__WHAT THE EXERCISE ASKS__
How many of the lines below contain "italic"? Reply with only that figure.

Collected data
━━━━━━━━

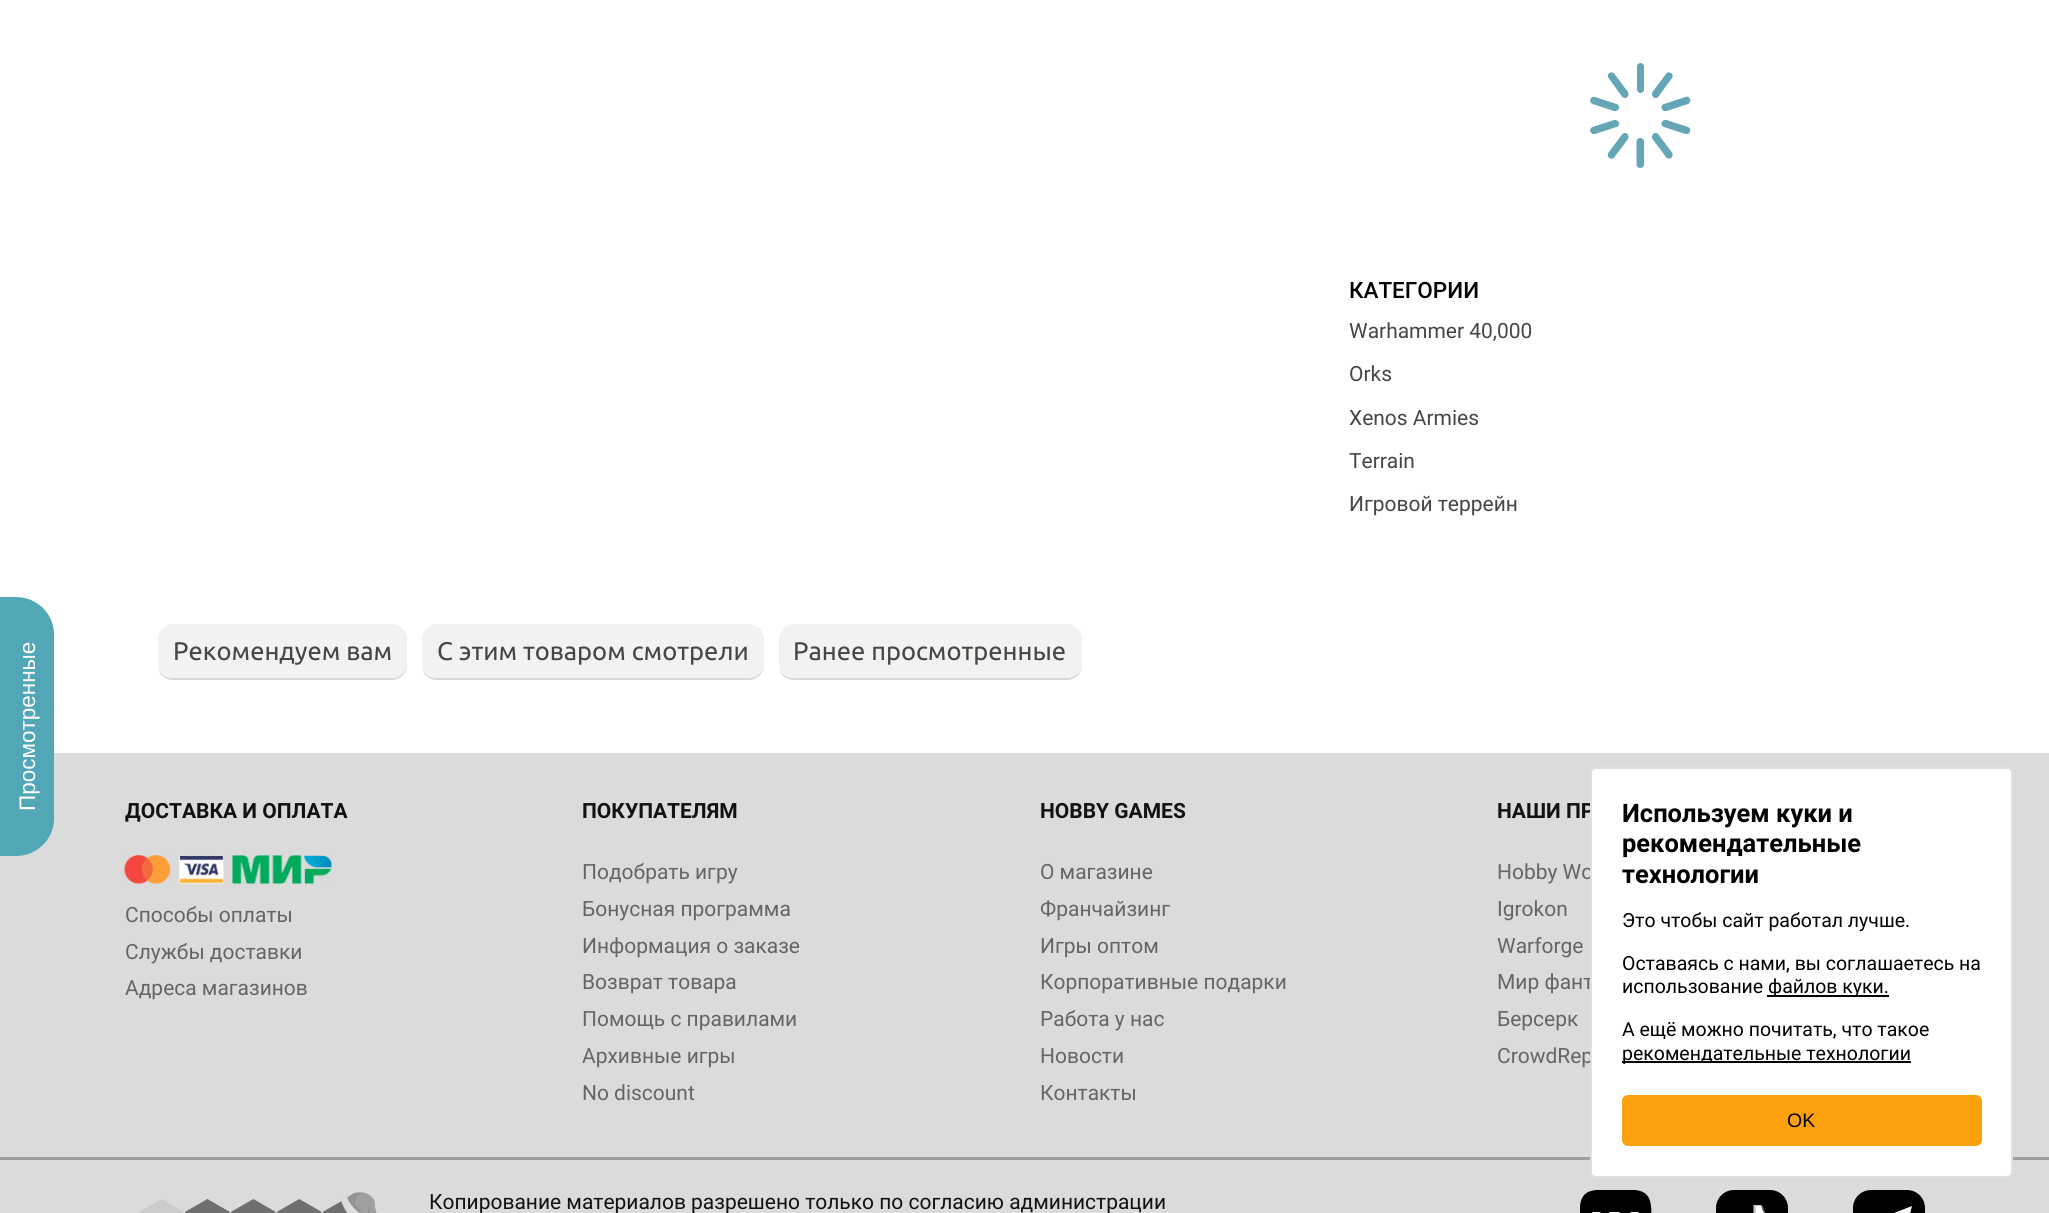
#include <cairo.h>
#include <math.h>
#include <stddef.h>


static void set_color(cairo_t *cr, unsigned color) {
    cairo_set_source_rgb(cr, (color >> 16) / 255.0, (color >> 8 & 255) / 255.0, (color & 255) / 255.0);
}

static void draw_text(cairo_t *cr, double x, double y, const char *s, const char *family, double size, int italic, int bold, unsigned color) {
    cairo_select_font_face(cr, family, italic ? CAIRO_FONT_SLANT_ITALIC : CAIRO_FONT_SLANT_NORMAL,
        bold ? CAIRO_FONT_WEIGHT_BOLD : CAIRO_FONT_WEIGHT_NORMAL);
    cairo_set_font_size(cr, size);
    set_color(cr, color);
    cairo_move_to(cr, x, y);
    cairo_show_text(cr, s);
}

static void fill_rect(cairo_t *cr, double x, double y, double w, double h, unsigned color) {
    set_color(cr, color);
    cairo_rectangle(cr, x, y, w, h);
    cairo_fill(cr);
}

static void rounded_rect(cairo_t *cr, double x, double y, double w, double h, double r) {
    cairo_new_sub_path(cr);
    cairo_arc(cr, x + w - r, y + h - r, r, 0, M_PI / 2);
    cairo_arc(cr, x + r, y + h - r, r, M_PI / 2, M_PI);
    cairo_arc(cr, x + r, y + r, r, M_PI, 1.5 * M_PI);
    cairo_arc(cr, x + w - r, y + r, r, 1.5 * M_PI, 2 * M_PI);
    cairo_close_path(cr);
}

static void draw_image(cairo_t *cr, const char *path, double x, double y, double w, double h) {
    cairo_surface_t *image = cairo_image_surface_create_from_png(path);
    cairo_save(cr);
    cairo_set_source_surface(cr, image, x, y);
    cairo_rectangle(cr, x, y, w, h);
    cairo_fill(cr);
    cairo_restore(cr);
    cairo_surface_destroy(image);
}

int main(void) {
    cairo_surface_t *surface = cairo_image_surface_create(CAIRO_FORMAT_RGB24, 2049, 1213);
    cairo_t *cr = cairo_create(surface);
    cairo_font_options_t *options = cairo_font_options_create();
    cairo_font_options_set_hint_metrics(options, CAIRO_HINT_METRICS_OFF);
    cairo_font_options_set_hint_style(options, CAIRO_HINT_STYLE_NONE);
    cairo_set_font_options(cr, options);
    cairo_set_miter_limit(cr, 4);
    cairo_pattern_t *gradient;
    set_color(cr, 0xFFFFFF);
    cairo_paint(cr);
    set_color(cr, 0x64A6B5);
    cairo_new_path(cr);
    cairo_move_to(cr, 1609.5, 158);
    cairo_curve_to(cr, 1607.5, 156.5, 1607.5, 154.5, 1608.5, 152.5);
    cairo_line_to(cr, 1622, 134.5);
    cairo_curve_to(cr, 1623, 133, 1625.5, 132.5, 1627, 133.5);
    cairo_curve_to(cr, 1628.5, 135, 1629, 137, 1628, 139);
    cairo_line_to(cr, 1614.5, 157);
    cairo_curve_to(cr, 1613.5, 159, 1611, 159, 1609.5, 158);
    cairo_close_path(cr);
    cairo_fill(cr);
    cairo_new_path(cr);
    cairo_move_to(cr, 1590.5, 131.5);
    cairo_curve_to(cr, 1589.5, 129.5, 1591, 127.5, 1592.5, 127);
    cairo_line_to(cr, 1614, 120);
    cairo_curve_to(cr, 1616, 119.5, 1618, 120.5, 1619, 122.5);
    cairo_curve_to(cr, 1619.5, 124.5, 1618.5, 126.5, 1616.5, 127);
    cairo_line_to(cr, 1595, 134);
    cairo_curve_to(cr, 1593, 134.5, 1591, 133.5, 1590.5, 131.5);
    cairo_close_path(cr);
    cairo_move_to(cr, 1590.5, 99);
    cairo_curve_to(cr, 1591, 97.5, 1593, 96, 1595, 97);
    cairo_line_to(cr, 1616.5, 104);
    cairo_curve_to(cr, 1618.5, 104.5, 1619.5, 106.5, 1619, 108.5);
    cairo_curve_to(cr, 1618, 110.5, 1616, 111.5, 1614, 111);
    cairo_line_to(cr, 1592.5, 104);
    cairo_curve_to(cr, 1591, 103.5, 1589.5, 101, 1590.5, 99);
    cairo_close_path(cr);
    cairo_fill(cr);
    cairo_new_path(cr);
    cairo_move_to(cr, 1609.5, 73);
    cairo_curve_to(cr, 1611, 72, 1613.5, 72, 1614.5, 74);
    cairo_line_to(cr, 1628, 92);
    cairo_curve_to(cr, 1629, 93.5, 1628.5, 96, 1627, 97.5);
    cairo_curve_to(cr, 1625.5, 98.5, 1623, 98, 1622, 96.5);
    cairo_line_to(cr, 1608.5, 78);
    cairo_curve_to(cr, 1607.5, 76.5, 1607.5, 74, 1609.5, 73);
    cairo_close_path(cr);
    cairo_fill(cr);
    rounded_rect(cr, 1637, 63, 7, 30, 3.5);
    cairo_fill(cr);
    cairo_new_path(cr);
    cairo_move_to(cr, 1671, 73);
    cairo_curve_to(cr, 1673, 74, 1673, 76.5, 1672, 78);
    cairo_line_to(cr, 1658.5, 96.5);
    cairo_curve_to(cr, 1657.5, 98, 1655, 98.5, 1653.5, 97.5);
    cairo_curve_to(cr, 1652, 96, 1651.5, 93.5, 1652.5, 92);
    cairo_line_to(cr, 1666, 74);
    cairo_curve_to(cr, 1667, 72, 1669.5, 72, 1671, 73);
    cairo_close_path(cr);
    cairo_fill(cr);
    cairo_new_path(cr);
    cairo_move_to(cr, 1690, 99);
    cairo_curve_to(cr, 1691, 101, 1689.5, 103.5, 1688, 104);
    cairo_line_to(cr, 1666.5, 111);
    cairo_curve_to(cr, 1664.5, 111.5, 1662.5, 110.5, 1661.5, 108.5);
    cairo_curve_to(cr, 1661, 106.5, 1662, 104.5, 1664, 104);
    cairo_line_to(cr, 1685.5, 97);
    cairo_curve_to(cr, 1687.5, 96, 1689.5, 97.5, 1690, 99);
    cairo_close_path(cr);
    cairo_move_to(cr, 1690, 131.5);
    cairo_curve_to(cr, 1689.5, 133.5, 1687.5, 134.5, 1685.5, 134);
    cairo_line_to(cr, 1664, 127);
    cairo_curve_to(cr, 1662, 126.5, 1661, 124.5, 1661.5, 122.5);
    cairo_curve_to(cr, 1662.5, 120.5, 1664.5, 119.5, 1666.5, 120);
    cairo_line_to(cr, 1688, 127);
    cairo_curve_to(cr, 1689.5, 127.5, 1691, 129.5, 1690, 131.5);
    cairo_close_path(cr);
    cairo_fill(cr);
    cairo_new_path(cr);
    cairo_move_to(cr, 1671, 158);
    cairo_curve_to(cr, 1669.5, 159, 1667, 159, 1666, 157);
    cairo_line_to(cr, 1652.5, 139);
    cairo_curve_to(cr, 1651.5, 137, 1652, 135, 1653.5, 133.5);
    cairo_curve_to(cr, 1655, 132.5, 1657.5, 133, 1658.5, 134.5);
    cairo_line_to(cr, 1672, 152.5);
    cairo_curve_to(cr, 1673, 154.5, 1673, 156.5, 1671, 158);
    cairo_close_path(cr);
    cairo_move_to(cr, 1640, 168);
    cairo_curve_to(cr, 1638, 168, 1636.5, 166.5, 1636.5, 164);
    cairo_line_to(cr, 1636.5, 141.5);
    cairo_curve_to(cr, 1636.5, 139.5, 1638, 138, 1640, 138);
    cairo_curve_to(cr, 1642.5, 138, 1644, 139.5, 1644, 141.5);
    cairo_line_to(cr, 1644, 164);
    cairo_curve_to(cr, 1644, 166.5, 1642.5, 168, 1640, 168);
    cairo_close_path(cr);
    cairo_fill(cr);
    draw_text(cr, 1349, 298, "КАТЕГОРИИ", "Roboto Medium", 22.5, 0, 0, 0x000000);
    draw_text(cr, 1349, 338, "Warhammer 40,000", "Roboto", 21, 0, 0, 0x484644);
    draw_text(cr, 1349, 381, "Orks", "Roboto", 21, 0, 0, 0x484644);
    draw_text(cr, 1349, 425, "Xenos Armies", "Roboto", 21, 0, 0, 0x484644);
    draw_text(cr, 1349, 468, "Terrain", "Roboto", 21, 0, 0, 0x484644);
    draw_text(cr, 1349, 511, "Игровой террейн", "Roboto", 21, 0, 0, 0x484644);
    set_color(cr, 0xD7D8DB);
    cairo_new_path(cr);
    cairo_move_to(cr, 158, 668);
    cairo_curve_to(cr, 159, 675, 166, 680, 173, 680);
    cairo_line_to(cr, 392, 680);
    cairo_curve_to(cr, 400, 680, 407, 673, 407, 665);
    cairo_line_to(cr, 407, 641);
    cairo_line_to(cr, 406, 636);
    cairo_line_to(cr, 406, 663);
    cairo_curve_to(cr, 406, 671, 400, 678, 392, 678);
    cairo_line_to(cr, 172, 678);
    cairo_curve_to(cr, 166, 678, 160, 674, 158, 668);
    cairo_close_path(cr);
    cairo_fill(cr);
    set_color(cr, 0xF2F2F1);
    rounded_rect(cr, 158, 624, 249, 54, 15);
    cairo_fill(cr);
    draw_text(cr, 173, 660, "Рекомендуем вам", "Ubuntu", 25.5, 0, 0, 0x484644);
    set_color(cr, 0xD7D8DB);
    cairo_new_path(cr);
    cairo_move_to(cr, 422, 668);
    cairo_curve_to(cr, 423, 675, 430, 680, 437, 680);
    cairo_line_to(cr, 749, 680);
    cairo_curve_to(cr, 757, 680, 764, 673, 764, 665);
    cairo_line_to(cr, 764, 641);
    cairo_line_to(cr, 763, 636);
    cairo_line_to(cr, 764, 663);
    cairo_curve_to(cr, 764, 671, 757, 678, 748, 678);
    cairo_line_to(cr, 436, 678);
    cairo_curve_to(cr, 430, 678, 424, 674, 422, 668);
    cairo_close_path(cr);
    cairo_fill(cr);
    set_color(cr, 0xF2F2F1);
    rounded_rect(cr, 422, 624, 342, 54, 15);
    cairo_fill(cr);
    draw_text(cr, 437, 660, "С этим товаром смотрели", "Ubuntu", 25.5, 0, 0, 0x484644);
    set_color(cr, 0xD7D8DB);
    cairo_new_path(cr);
    cairo_move_to(cr, 779, 668);
    cairo_curve_to(cr, 780, 675, 787, 680, 794, 680);
    cairo_line_to(cr, 1067, 680);
    cairo_curve_to(cr, 1075, 680, 1082, 673, 1082, 665);
    cairo_line_to(cr, 1082, 641);
    cairo_line_to(cr, 1081, 636);
    cairo_line_to(cr, 1082, 663);
    cairo_curve_to(cr, 1082, 671, 1075, 678, 1066, 678);
    cairo_line_to(cr, 794, 678);
    cairo_curve_to(cr, 787, 678, 781, 674, 779, 668);
    cairo_close_path(cr);
    cairo_fill(cr);
    set_color(cr, 0xF2F2F1);
    rounded_rect(cr, 779, 624, 303, 54, 15);
    cairo_fill(cr);
    draw_text(cr, 793, 660, "Ранее просмотренные", "Ubuntu", 25.5, 0, 0, 0x484644);
    fill_rect(cr, 0, 753, 2049, 460, 0xDBDBDB);
    set_color(cr, 0x51A7B6);
    cairo_new_path(cr);
    cairo_move_to(cr, 0, 856);
    cairo_line_to(cr, 0, 597);
    cairo_line_to(cr, 16, 597);
    cairo_curve_to(cr, 37, 597, 54, 614, 54, 634);
    cairo_line_to(cr, 54, 819);
    cairo_curve_to(cr, 54, 839, 37, 856, 16, 856);
    cairo_close_path(cr);
    cairo_fill(cr);
    cairo_save(cr);
    cairo_translate(cr, 35, 811);
    cairo_rotate(cr, -90 * M_PI / 180);
    draw_text(cr, 0, 0, "Просмотренные", "Liberation Sans", 22.5, 0, 0, 0xFFFFFF);
    cairo_restore(cr);
    draw_text(cr, 125, 818, "ДОСТАВКА И ОПЛАТА", "Roboto", 21, 0, 1, 0x121212);
    draw_image(cr, "assets/img1.png", 124, 855, 208, 29);
    draw_text(cr, 125, 922, "Способы оплаты", "Roboto", 21, 0, 0, 0x656565);
    draw_text(cr, 125, 959, "Службы доставки", "Roboto", 21, 0, 0, 0x656565);
    draw_text(cr, 125, 995, "Адреса магазинов", "Roboto", 21, 0, 0, 0x656565);
    draw_text(cr, 582, 818, "ПОКУПАТЕЛЯМ", "Roboto", 21, 0, 1, 0x121212);
    draw_text(cr, 582, 879, "Подобрать игру", "Roboto", 21, 0, 0, 0x656565);
    draw_text(cr, 582, 916, "Бонусная программа", "Roboto", 21, 0, 0, 0x656565);
    draw_text(cr, 582, 953, "Информация о заказе", "Roboto", 21, 0, 0, 0x656565);
    draw_text(cr, 582, 989, "Возврат товара", "Roboto", 21, 0, 0, 0x656565);
    draw_text(cr, 582, 1026, "Помощь с правилами", "Roboto", 21, 0, 0, 0x656565);
    draw_text(cr, 582, 1063, "Архивные игры", "Roboto", 21, 0, 0, 0x656565);
    draw_text(cr, 582, 1100, "No discount", "Roboto", 21, 0, 0, 0x656565);
    draw_text(cr, 1040, 818, "HOBBY GAMES", "Roboto", 21, 0, 1, 0x121212);
    draw_text(cr, 1040, 879, "О магазине", "Roboto", 21, 0, 0, 0x656565);
    draw_text(cr, 1040, 916, "Франчайзинг", "Roboto", 21, 0, 0, 0x656565);
    draw_text(cr, 1040, 953, "Игры оптом", "Roboto", 21, 0, 0, 0x656565);
    draw_text(cr, 1040, 989, "Корпоративные подарки", "Roboto", 21, 0, 0, 0x656565);
    draw_text(cr, 1040, 1026, "Работа у нас", "Roboto", 21, 0, 0, 0x656565);
    draw_text(cr, 1040, 1063, "Новости", "Roboto", 21, 0, 0, 0x656565);
    draw_text(cr, 1040, 1100, "Контакты", "Roboto", 21, 0, 0, 0x656565);
    draw_text(cr, 1497, 818, "НАШИ ПР", "Roboto", 21, 0, 1, 0x121212);
    draw_text(cr, 1497, 879, "Hobby Wo", "Roboto", 21, 0, 0, 0x656565);
    draw_text(cr, 1497, 916, "Igrokon", "Roboto", 21, 0, 0, 0x656565);
    draw_text(cr, 1497, 953, "Warforge", "Roboto", 21, 0, 0, 0x656565);
    draw_text(cr, 1497, 989, "Мир фант", "Roboto", 21, 0, 0, 0x656565);
    draw_text(cr, 1497, 1026, "Берсерк", "Roboto", 21, 0, 0, 0x656565);
    draw_text(cr, 1497, 1063, "CrowdRep", "Roboto", 21, 0, 0, 0x656565);
    fill_rect(cr, 0, 1157, 2049, 3, 0x9E9E9E);
    draw_image(cr, "assets/img2.png", 139, 1192, 238, 21);
    draw_text(cr, 429, 1209, "Копирование материалов разрешено только по согласию администрации", "Roboto", 21, 0, 0, 0x121212);
    draw_image(cr, "assets/img3.png", 1580, 1190, 72, 23);
    set_color(cr, 0x000000);
    rounded_rect(cr, 1716, 1190, 72, 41, 18);
    cairo_fill(cr);
    draw_image(cr, "assets/img4.png", 1753, 1205, 13, 8);
    rounded_rect(cr, 1853, 1190, 72, 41, 18);
    cairo_fill(cr);
    gradient = cairo_pattern_create_linear(1891, 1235, 1905, 1211);
    cairo_pattern_add_color_stop_rgba(gradient, 0, 0.914, 0.914, 0.914, 1);
    cairo_pattern_add_color_stop_rgba(gradient, 1, 0.984, 0.984, 0.984, 1);
    cairo_set_source(cr, gradient);
    cairo_pattern_destroy(gradient);
    cairo_new_path(cr);
    cairo_move_to(cr, 1863, 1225);
    cairo_line_to(cr, 1877, 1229);
    cairo_line_to(cr, 1881, 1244);
    cairo_line_to(cr, 1889, 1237);
    cairo_line_to(cr, 1902, 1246);
    cairo_line_to(cr, 1912, 1206);
    cairo_close_path(cr);
    cairo_fill(cr);
    gradient = cairo_pattern_create_linear(1878, 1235, 1894, 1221);
    cairo_pattern_add_color_stop_rgba(gradient, 0, 0.835, 0.835, 0.835, 1);
    cairo_pattern_add_color_stop_rgba(gradient, 1, 0.729, 0.729, 0.729, 1);
    cairo_set_source(cr, gradient);
    cairo_pattern_destroy(gradient);
    cairo_new_path(cr);
    cairo_move_to(cr, 1883.5, 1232);
    cairo_line_to(cr, 1881.5, 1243.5);
    cairo_line_to(cr, 1877.5, 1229);
    cairo_line_to(cr, 1905.5, 1211.5);
    cairo_close_path(cr);
    cairo_fill(cr);
    set_color(cr, 0xFFFFFF);
    rounded_rect(cr, 1591, 768, 421, 409, 5);
    cairo_fill_preserve(cr);
    set_color(cr, 0xE0E0E0);
    cairo_stroke(cr);
    draw_text(cr, 1622, 822, "Используем куки и", "Roboto", 25.5, 0, 1, 0x000000);
    draw_text(cr, 1622, 852, "рекомендательные", "Roboto", 25.5, 0, 1, 0x000000);
    draw_text(cr, 1622, 883, "технологии", "Roboto", 25.5, 0, 1, 0x000000);
    draw_text(cr, 1622, 927, "Это чтобы сайт работал лучше.", "Roboto", 19.5, 0, 0, 0x000000);
    draw_text(cr, 1622, 970, "Оставаясь с нами, вы соглашаетесь на", "Roboto", 19.5, 0, 0, 0x000000);
    draw_text(cr, 1622, 993, "использование", "Roboto", 19.5, 0, 0, 0x000000);
    fill_rect(cr, 1767, 995, 122, 2, 0x000000);
    draw_text(cr, 1768, 993, "файлов куки.", "Roboto", 19.5, 0, 0, 0x000000);
    draw_text(cr, 1622, 1036, "А ещё можно почитать, что такое", "Roboto", 19.5, 0, 0, 0x000000);
    fill_rect(cr, 1622, 1061, 289, 2, 0x000000);
    draw_text(cr, 1622, 1060, "рекомендательные технологии", "Roboto", 19.5, 0, 0, 0x000000);
    set_color(cr, 0xFCA10B);
    rounded_rect(cr, 1622, 1095, 360, 51, 6);
    cairo_fill(cr);
    draw_text(cr, 1787, 1127, "OK", "Liberation Sans", 19.5, 0, 0, 0x000000);
    cairo_surface_write_to_png(surface, "output.png");
    cairo_font_options_destroy(options);
    cairo_destroy(cr);
    cairo_surface_destroy(surface);
    return 0;
}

━━━━━━━━

__EXERCISE RESULT__
2